▶ [Work order]:
In how many lines of the records below does the word "road" appear? Answer with the number alone.

▶ [Records shown]:
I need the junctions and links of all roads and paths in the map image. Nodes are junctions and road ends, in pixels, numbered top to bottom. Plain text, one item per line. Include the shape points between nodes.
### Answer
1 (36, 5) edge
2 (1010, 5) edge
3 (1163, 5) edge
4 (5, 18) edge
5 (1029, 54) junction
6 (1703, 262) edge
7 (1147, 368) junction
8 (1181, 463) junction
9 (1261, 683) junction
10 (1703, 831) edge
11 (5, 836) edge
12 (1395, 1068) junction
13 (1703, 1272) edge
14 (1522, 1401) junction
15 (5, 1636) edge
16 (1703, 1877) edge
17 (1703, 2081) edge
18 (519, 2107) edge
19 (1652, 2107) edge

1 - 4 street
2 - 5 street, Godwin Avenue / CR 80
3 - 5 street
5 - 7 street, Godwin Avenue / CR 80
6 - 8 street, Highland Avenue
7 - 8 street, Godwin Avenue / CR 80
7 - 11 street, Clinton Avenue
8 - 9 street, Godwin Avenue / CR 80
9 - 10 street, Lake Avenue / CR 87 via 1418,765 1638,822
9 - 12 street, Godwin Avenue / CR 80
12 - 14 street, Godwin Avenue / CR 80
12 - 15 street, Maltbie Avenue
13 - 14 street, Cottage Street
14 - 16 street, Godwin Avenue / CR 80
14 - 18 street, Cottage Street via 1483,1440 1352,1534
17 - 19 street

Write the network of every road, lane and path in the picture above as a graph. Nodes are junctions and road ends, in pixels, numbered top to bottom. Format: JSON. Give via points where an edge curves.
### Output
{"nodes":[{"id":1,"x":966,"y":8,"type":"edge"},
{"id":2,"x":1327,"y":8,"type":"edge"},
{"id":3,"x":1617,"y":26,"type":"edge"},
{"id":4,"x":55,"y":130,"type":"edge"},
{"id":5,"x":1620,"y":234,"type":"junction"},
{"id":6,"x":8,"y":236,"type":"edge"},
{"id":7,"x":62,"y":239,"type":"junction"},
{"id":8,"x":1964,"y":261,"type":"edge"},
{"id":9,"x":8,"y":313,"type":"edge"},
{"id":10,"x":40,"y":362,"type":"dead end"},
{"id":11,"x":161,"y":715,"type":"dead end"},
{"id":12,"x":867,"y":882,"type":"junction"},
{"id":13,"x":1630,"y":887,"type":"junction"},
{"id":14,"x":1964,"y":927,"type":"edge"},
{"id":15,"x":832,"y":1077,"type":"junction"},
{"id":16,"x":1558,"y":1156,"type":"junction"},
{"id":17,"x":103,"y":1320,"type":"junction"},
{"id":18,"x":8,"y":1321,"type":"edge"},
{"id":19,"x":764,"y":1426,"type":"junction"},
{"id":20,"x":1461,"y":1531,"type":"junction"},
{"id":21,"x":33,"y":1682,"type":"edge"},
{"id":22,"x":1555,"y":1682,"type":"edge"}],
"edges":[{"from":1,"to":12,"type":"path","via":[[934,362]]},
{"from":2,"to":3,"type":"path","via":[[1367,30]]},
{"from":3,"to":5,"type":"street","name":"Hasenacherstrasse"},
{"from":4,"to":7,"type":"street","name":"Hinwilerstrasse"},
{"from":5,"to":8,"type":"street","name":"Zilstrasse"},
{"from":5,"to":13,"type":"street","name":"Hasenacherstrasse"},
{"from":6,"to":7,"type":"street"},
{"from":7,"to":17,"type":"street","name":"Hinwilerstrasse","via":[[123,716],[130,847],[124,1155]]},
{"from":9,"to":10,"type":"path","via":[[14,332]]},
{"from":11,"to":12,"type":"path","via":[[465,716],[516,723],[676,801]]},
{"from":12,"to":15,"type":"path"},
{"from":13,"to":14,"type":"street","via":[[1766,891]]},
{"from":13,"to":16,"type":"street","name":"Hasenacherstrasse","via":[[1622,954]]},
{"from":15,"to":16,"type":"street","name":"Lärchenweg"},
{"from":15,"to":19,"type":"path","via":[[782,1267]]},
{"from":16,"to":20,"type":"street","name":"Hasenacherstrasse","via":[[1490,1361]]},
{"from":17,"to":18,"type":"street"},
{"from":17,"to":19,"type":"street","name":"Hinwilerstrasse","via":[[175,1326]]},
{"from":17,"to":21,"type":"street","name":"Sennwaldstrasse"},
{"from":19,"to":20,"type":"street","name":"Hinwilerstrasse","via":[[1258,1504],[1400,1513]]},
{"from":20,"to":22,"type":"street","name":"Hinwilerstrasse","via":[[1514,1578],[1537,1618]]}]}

▶ [Exercise output]:
2